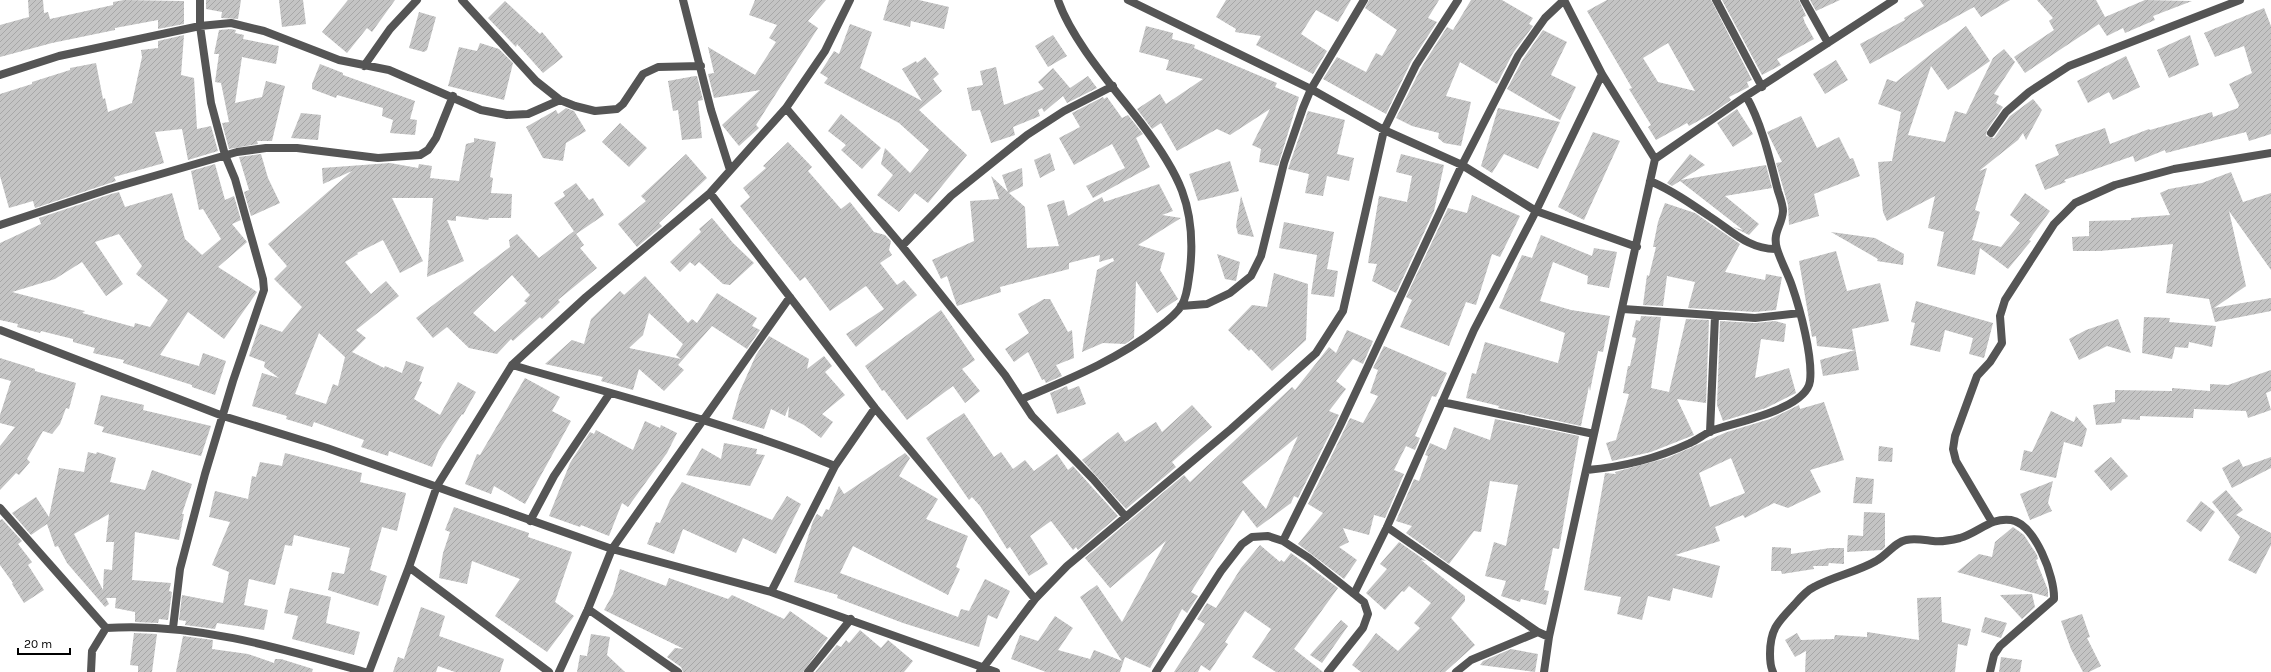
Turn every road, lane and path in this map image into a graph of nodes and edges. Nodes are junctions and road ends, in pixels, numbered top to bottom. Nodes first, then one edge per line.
1 (200, 0) edge
2 (417, 0) edge
3 (462, 0) edge
4 (683, 0) edge
5 (850, 0) edge
6 (1058, 0) edge
7 (1128, 0) edge
8 (1364, 0) edge
9 (1458, 0) edge
10 (1564, 0) edge
11 (1716, 0) edge
12 (1804, 0) edge
13 (2240, 0) edge
14 (1889, 2) edge
15 (200, 26) junction
16 (1828, 43) junction
17 (364, 66) junction
18 (701, 66) junction
19 (0, 74) edge
20 (1602, 74) junction
21 (1113, 86) junction
22 (1762, 87) junction
23 (1311, 89) junction
24 (453, 96) junction
25 (1746, 96) junction
26 (560, 100) junction
27 (786, 108) junction
28 (1384, 130) junction
29 (1991, 133) dead end
30 (2271, 153) edge
31 (225, 154) junction
32 (1655, 159) junction
33 (1462, 165) junction
34 (730, 170) junction
35 (1650, 181) junction
36 (710, 193) junction
37 (1536, 211) junction
38 (0, 225) edge
39 (902, 246) junction
40 (1636, 247) junction
41 (1777, 249) junction
42 (790, 297) junction
43 (1181, 306) junction
44 (1623, 309) junction
45 (1800, 313) junction
46 (1715, 316) junction
47 (0, 330) edge
48 (512, 365) junction
49 (610, 393) junction
50 (1022, 399) junction
51 (1442, 402) junction
52 (875, 408) junction
53 (223, 416) junction
54 (702, 421) junction
55 (1710, 432) junction
56 (1594, 434) junction
57 (835, 466) junction
58 (1587, 470) junction
59 (437, 486) junction
60 (0, 508) edge
61 (1126, 517) junction
62 (530, 521) junction
63 (1992, 522) junction
64 (1387, 527) junction
65 (1283, 541) junction
66 (612, 549) junction
67 (409, 566) junction
68 (771, 592) junction
69 (1354, 594) junction
70 (1035, 599) junction
71 (588, 609) junction
72 (851, 619) junction
73 (106, 628) junction
74 (173, 628) junction
75 (1538, 632) junction
76 (1549, 637) junction
77 (982, 670) edge
78 (91, 672) edge
79 (364, 672) edge
80 (369, 672) edge
81 (550, 672) edge
82 (559, 672) edge
83 (678, 672) edge
84 (808, 672) edge
85 (996, 672) edge
86 (1156, 672) edge
87 (1328, 672) edge
88 (1456, 672) edge
89 (1544, 672) edge
90 (1773, 672) edge
91 (1990, 672) edge

1 - 15 street
2 - 17 street
3 - 26 street
4 - 18 street
5 - 27 street
6 - 21 street
7 - 23 street
8 - 23 street
9 - 28 street
10 - 20 street
10 - 33 street
11 - 22 street
12 - 16 street
13 - 29 street
14 - 16 street
15 - 17 street
15 - 19 street
15 - 31 street
16 - 22 street
17 - 24 street
18 - 26 street
18 - 34 street
20 - 32 street
20 - 37 street
21 - 39 street
21 - 43 street
22 - 25 street
23 - 28 street
23 - 43 street
24 - 26 street
24 - 31 street
25 - 32 street
25 - 41 street
27 - 34 street
27 - 39 street
28 - 33 street
28 - 61 street
30 - 63 street
31 - 38 street
31 - 53 street
32 - 35 street
33 - 37 street
33 - 65 street
34 - 36 street
35 - 40 street
35 - 41 street
36 - 42 street
36 - 48 street
37 - 40 street
37 - 51 street
39 - 50 street
40 - 44 street
41 - 45 street
42 - 52 street
42 - 54 street
43 - 50 street
44 - 46 street
44 - 56 street
45 - 46 street
45 - 55 street
46 - 55 street
47 - 53 street
48 - 49 street
48 - 59 street
49 - 54 street
49 - 62 street
50 - 61 street
51 - 56 street
51 - 64 street
52 - 57 street
52 - 70 street
53 - 59 street
53 - 74 street
54 - 57 street
54 - 66 street
55 - 58 street
56 - 58 street
57 - 68 street
58 - 76 street
59 - 62 street
59 - 67 street
60 - 73 street
61 - 70 street
62 - 66 street
63 - 90 street
63 - 91 street
64 - 69 street
64 - 75 street
65 - 69 street
65 - 86 street
66 - 68 street
66 - 71 street
67 - 80 street
67 - 81 street
68 - 72 street
69 - 87 street
70 - 77 street
71 - 82 street
71 - 83 street
72 - 77 street
72 - 84 street
73 - 74 street
73 - 78 street
74 - 79 street
75 - 76 street
75 - 88 street
76 - 89 street
77 - 85 street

----------

TASK: Above are the records; repeat them all exactly, without the pictures.

ANSWER AREA:
Turn every road, lane and path in this map image into a graph of nodes and edges. Nodes are junctions and road ends, in pixels, numbered top to bottom. Nodes first, then one edge per line.
1 (200, 0) edge
2 (417, 0) edge
3 (462, 0) edge
4 (683, 0) edge
5 (850, 0) edge
6 (1058, 0) edge
7 (1128, 0) edge
8 (1364, 0) edge
9 (1458, 0) edge
10 (1564, 0) edge
11 (1716, 0) edge
12 (1804, 0) edge
13 (2240, 0) edge
14 (1889, 2) edge
15 (200, 26) junction
16 (1828, 43) junction
17 (364, 66) junction
18 (701, 66) junction
19 (0, 74) edge
20 (1602, 74) junction
21 (1113, 86) junction
22 (1762, 87) junction
23 (1311, 89) junction
24 (453, 96) junction
25 (1746, 96) junction
26 (560, 100) junction
27 (786, 108) junction
28 (1384, 130) junction
29 (1991, 133) dead end
30 (2271, 153) edge
31 (225, 154) junction
32 (1655, 159) junction
33 (1462, 165) junction
34 (730, 170) junction
35 (1650, 181) junction
36 (710, 193) junction
37 (1536, 211) junction
38 (0, 225) edge
39 (902, 246) junction
40 (1636, 247) junction
41 (1777, 249) junction
42 (790, 297) junction
43 (1181, 306) junction
44 (1623, 309) junction
45 (1800, 313) junction
46 (1715, 316) junction
47 (0, 330) edge
48 (512, 365) junction
49 (610, 393) junction
50 (1022, 399) junction
51 (1442, 402) junction
52 (875, 408) junction
53 (223, 416) junction
54 (702, 421) junction
55 (1710, 432) junction
56 (1594, 434) junction
57 (835, 466) junction
58 (1587, 470) junction
59 (437, 486) junction
60 (0, 508) edge
61 (1126, 517) junction
62 (530, 521) junction
63 (1992, 522) junction
64 (1387, 527) junction
65 (1283, 541) junction
66 (612, 549) junction
67 (409, 566) junction
68 (771, 592) junction
69 (1354, 594) junction
70 (1035, 599) junction
71 (588, 609) junction
72 (851, 619) junction
73 (106, 628) junction
74 (173, 628) junction
75 (1538, 632) junction
76 (1549, 637) junction
77 (982, 670) edge
78 (91, 672) edge
79 (364, 672) edge
80 (369, 672) edge
81 (550, 672) edge
82 (559, 672) edge
83 (678, 672) edge
84 (808, 672) edge
85 (996, 672) edge
86 (1156, 672) edge
87 (1328, 672) edge
88 (1456, 672) edge
89 (1544, 672) edge
90 (1773, 672) edge
91 (1990, 672) edge

1 - 15 street
2 - 17 street
3 - 26 street
4 - 18 street
5 - 27 street
6 - 21 street
7 - 23 street
8 - 23 street
9 - 28 street
10 - 20 street
10 - 33 street
11 - 22 street
12 - 16 street
13 - 29 street
14 - 16 street
15 - 17 street
15 - 19 street
15 - 31 street
16 - 22 street
17 - 24 street
18 - 26 street
18 - 34 street
20 - 32 street
20 - 37 street
21 - 39 street
21 - 43 street
22 - 25 street
23 - 28 street
23 - 43 street
24 - 26 street
24 - 31 street
25 - 32 street
25 - 41 street
27 - 34 street
27 - 39 street
28 - 33 street
28 - 61 street
30 - 63 street
31 - 38 street
31 - 53 street
32 - 35 street
33 - 37 street
33 - 65 street
34 - 36 street
35 - 40 street
35 - 41 street
36 - 42 street
36 - 48 street
37 - 40 street
37 - 51 street
39 - 50 street
40 - 44 street
41 - 45 street
42 - 52 street
42 - 54 street
43 - 50 street
44 - 46 street
44 - 56 street
45 - 46 street
45 - 55 street
46 - 55 street
47 - 53 street
48 - 49 street
48 - 59 street
49 - 54 street
49 - 62 street
50 - 61 street
51 - 56 street
51 - 64 street
52 - 57 street
52 - 70 street
53 - 59 street
53 - 74 street
54 - 57 street
54 - 66 street
55 - 58 street
56 - 58 street
57 - 68 street
58 - 76 street
59 - 62 street
59 - 67 street
60 - 73 street
61 - 70 street
62 - 66 street
63 - 90 street
63 - 91 street
64 - 69 street
64 - 75 street
65 - 69 street
65 - 86 street
66 - 68 street
66 - 71 street
67 - 80 street
67 - 81 street
68 - 72 street
69 - 87 street
70 - 77 street
71 - 82 street
71 - 83 street
72 - 77 street
72 - 84 street
73 - 74 street
73 - 78 street
74 - 79 street
75 - 76 street
75 - 88 street
76 - 89 street
77 - 85 street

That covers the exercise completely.